WORK INSTRUCTION:
Your answer should be an exact copy of the lines from the start of the entries to the line containing "I need the junctions", both included.

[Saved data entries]

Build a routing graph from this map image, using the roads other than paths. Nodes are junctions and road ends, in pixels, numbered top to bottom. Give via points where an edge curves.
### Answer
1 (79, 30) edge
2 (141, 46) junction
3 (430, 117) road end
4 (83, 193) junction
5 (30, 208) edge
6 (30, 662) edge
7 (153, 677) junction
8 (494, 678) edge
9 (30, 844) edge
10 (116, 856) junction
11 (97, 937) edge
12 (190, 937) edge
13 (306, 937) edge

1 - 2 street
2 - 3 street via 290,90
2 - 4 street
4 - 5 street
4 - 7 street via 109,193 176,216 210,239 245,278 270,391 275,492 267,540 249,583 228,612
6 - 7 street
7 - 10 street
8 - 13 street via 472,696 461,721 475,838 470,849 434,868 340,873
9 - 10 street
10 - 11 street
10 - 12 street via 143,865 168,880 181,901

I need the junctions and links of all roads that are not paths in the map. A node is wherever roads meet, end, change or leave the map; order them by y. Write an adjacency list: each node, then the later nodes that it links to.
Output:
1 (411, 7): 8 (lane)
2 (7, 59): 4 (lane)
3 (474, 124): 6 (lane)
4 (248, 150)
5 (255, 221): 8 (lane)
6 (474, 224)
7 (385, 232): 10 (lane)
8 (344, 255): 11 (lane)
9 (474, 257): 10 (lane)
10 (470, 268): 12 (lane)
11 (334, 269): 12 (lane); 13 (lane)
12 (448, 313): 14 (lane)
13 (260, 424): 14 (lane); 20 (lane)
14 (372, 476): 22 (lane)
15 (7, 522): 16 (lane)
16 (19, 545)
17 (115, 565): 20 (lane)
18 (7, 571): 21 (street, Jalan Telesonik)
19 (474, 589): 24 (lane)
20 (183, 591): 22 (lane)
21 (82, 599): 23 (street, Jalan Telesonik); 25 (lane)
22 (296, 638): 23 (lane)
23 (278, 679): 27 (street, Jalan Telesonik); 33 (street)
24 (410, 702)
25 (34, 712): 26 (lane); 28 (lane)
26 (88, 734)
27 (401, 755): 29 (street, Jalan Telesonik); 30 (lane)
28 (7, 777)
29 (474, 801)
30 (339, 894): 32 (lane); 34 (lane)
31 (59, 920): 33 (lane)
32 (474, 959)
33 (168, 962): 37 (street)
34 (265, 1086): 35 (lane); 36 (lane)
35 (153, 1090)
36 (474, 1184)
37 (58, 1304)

REPLY TO THE TASK:
Build a routing graph from this map image, using the roads other than paths. Nodes are junctions and road ends, in pixels, numbered top to bottom. Give via points where an edge curves.
### Answer
1 (79, 30) edge
2 (141, 46) junction
3 (430, 117) road end
4 (83, 193) junction
5 (30, 208) edge
6 (30, 662) edge
7 (153, 677) junction
8 (494, 678) edge
9 (30, 844) edge
10 (116, 856) junction
11 (97, 937) edge
12 (190, 937) edge
13 (306, 937) edge

1 - 2 street
2 - 3 street via 290,90
2 - 4 street
4 - 5 street
4 - 7 street via 109,193 176,216 210,239 245,278 270,391 275,492 267,540 249,583 228,612
6 - 7 street
7 - 10 street
8 - 13 street via 472,696 461,721 475,838 470,849 434,868 340,873
9 - 10 street
10 - 11 street
10 - 12 street via 143,865 168,880 181,901

I need the junctions and links of all roads that are not paths in the map. A node is wherever roads meet, end, change or leave the map; order them by y. Write an adjacency list: each node, then the later nodes that it links to.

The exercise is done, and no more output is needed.